Have a look at this link from Clarke and Carter http://clarkeandcarter.co.uk/boats-for-sale/all-Sail/?AdvancedKeywordSearch=nic%2038

There is a picture and link for full info.

Regards,  John Kingsley

Ex-part-owner of Voltair

June 20, 2018 at 08:03 #26337

Stephan Lautram

Hi Lawrence and John,

Thank you for your feedback. In regards to the hard top above the cockpit, I know that Poppy was built in 1968, so would be an early version of the Nicholson 38, hence this could be a reason why she has a soft top. However, is the hard top on the Nich38 also removable? Would it be easy enough to make one?

Also for those used to sail the Nicholson 38, how practical is it to sail single handed?

Thank you

Regards,  Stephan

June 28, 2018 at 11:23 #26344

Jean Clair

Hi Stephen

Yes the hard cockpit roof is removable and there are stowage, for want of a better word, “brackets” on the coach roof just forward of the windscreen, to take the roof when not in use.

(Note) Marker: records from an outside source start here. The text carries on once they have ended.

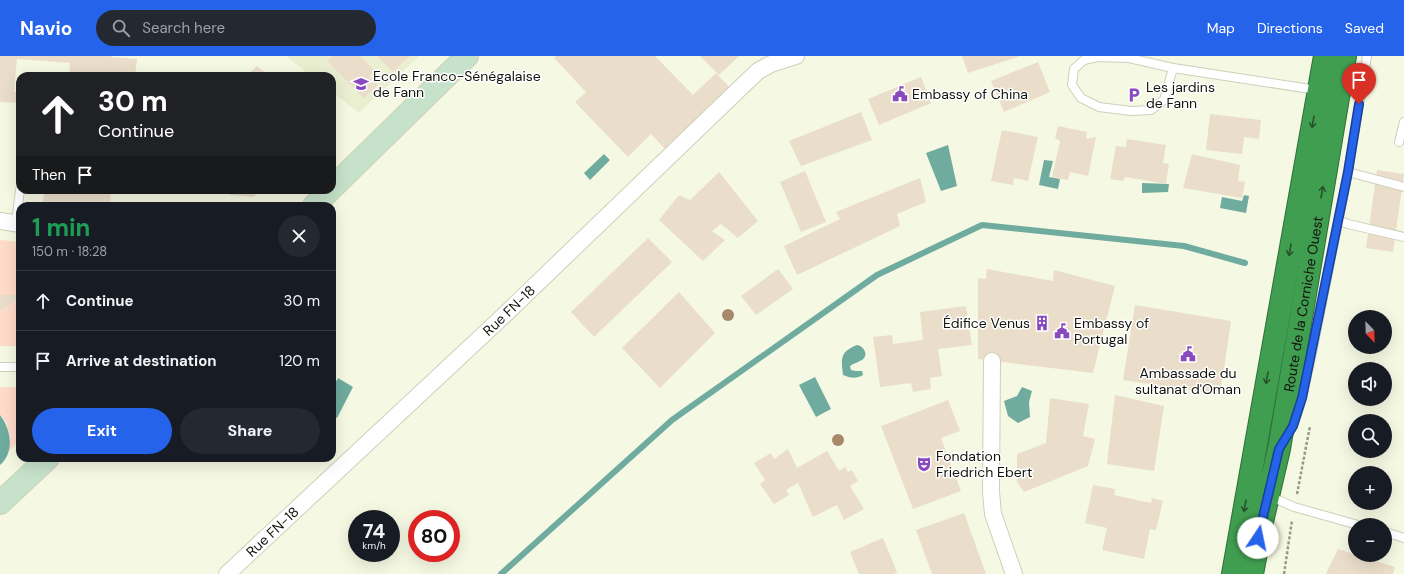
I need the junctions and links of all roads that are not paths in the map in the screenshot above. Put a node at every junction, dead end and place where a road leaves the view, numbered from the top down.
1 (467, 56) edge
2 (796, 56) edge
3 (1325, 56) edge
4 (1345, 56) edge
5 (1366, 56) edge
6 (1173, 68) junction
7 (1318, 90) junction
8 (1404, 122) edge
9 (1399, 142) dead end
10 (1348, 172) junction
11 (336, 184) edge
12 (1404, 187) edge
13 (326, 194) edge
14 (318, 202) edge
15 (1338, 220) junction
16 (0, 221) edge
17 (16, 224) edge
18 (1404, 237) edge
19 (992, 361) dead end
20 (0, 367) edge
21 (16, 367) edge
22 (1279, 449) junction
23 (44, 462) edge
24 (1268, 495) junction
25 (0, 503) edge
26 (1348, 522) edge
27 (1261, 526) junction
28 (1392, 534) edge
29 (1404, 538) edge
30 (227, 574) edge
31 (1014, 574) edge
32 (1232, 574) edge
33 (1252, 574) edge
34 (1268, 574) edge

1 - 11 street
2 - 30 street, Rue FN-18
3 - 7 highway, Route de la Corniche Ouest
22 -> 4 highway, Route de la Corniche Ouest
5 - 10 lane
6 - 6 lane
6 - 7 lane
7 -> 32 highway, Route de la Corniche Ouest
8 - 9 lane
10 - 12 lane
10 - 15 lane
13 - 14 street
15 - 18 lane
15 - 22 lane
16 - 17 street
19 - 31 street
20 - 21 lane
22 - 24 highway, Route de la Corniche Ouest
23 - 25 street
24 - 26 lane
24 - 27 highway, Route de la Corniche Ouest
27 - 33 highway, Route de la Corniche Ouest
27 - 34 highway
28 - 29 lane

I have sailed Jean Clair single handed for the some time now, although we have roller reefing foresail and in mast reefing main with lines led to the cockpit beneath the windscreen which obviously helps.  As with all singlehanded sailing its early preparation that makes for an easy life.



July 7, 2018 at 00:27 #26351


I asked Jeremy whether Poppy would have originally had a hardtop. Here is his answer:

The only 38 that never had a G.R.P. canopy was 38/2 PENTANORA now TOPSPIN. I have a photo of POPPY with the canopy in 1988 but Mr Chapman was certainly wanting one in 2005 but it appears that the Halmatic drawing for it was missing, it is only shown in outline on the Sail Plan.

In regards to sailing single handed, I would say our Rainshadow can be single-handed if you trust the autopilot to steer the boat while you go forward to raise the sails. The PO did single-handed her in the protected waters of the Pacific Northwest when the boat still had hank-on headsails. We added a roller furling headsail. However, we have not run mainsail running rigging aft so it still requires going forward to raise/lower/reef the main – and going aft for the mizzen. Having said all that – we have never single-handed Rainshadow because Van and I enjoy sailing together.

Marilyn, moderator

July 9, 2018 at 19:59 #26355

Kari and Lawrence

Hi Stephan,


Many apologies for my and others error on your name!


Yes a hard top could easily be homemade. I single handed down to the Canaries last November,  then to the Azores in March and finally back home to the Gower Peninsula, South Wales arriving mid June. We have Harken headsail furler, conventional slab reefed main, without any lines in the boom and nothing led aft! We have a Hydrovane, which works beautifully but impedes tacking with the mizzen, although tacking is still possible, one just tacks, leaving the mizzen aback, once the genoa is sheeted home I nip out upon the after deck drop or remove the windvane, tack the mizzen then replace the vane. In certain conditions and interior ballasting of stowed gear, I find she’ll sail beautifully upwind without the windvane fitted.


Hope that of use regards, the Nicolisa team.

July 15, 2018 at 09:25 #26361


Of course, it is a matter of experience and expertise with GRP, but I would have said it would be REALLY DIFFICULT to make a new hard top, unless you had another one to copy from or from which to make a mould.  The joint line between hard top and windscreen top is complex and the seal here is critical to stopping the waves getting in.  Also, establishing the cut-outs for the sail viewing panels and mounting the latter in a waterproof manner will also be quite tricky, as well as positioning and creating the sockets for the tubular rear supports.

Certainly NOT a job I would like to undertake!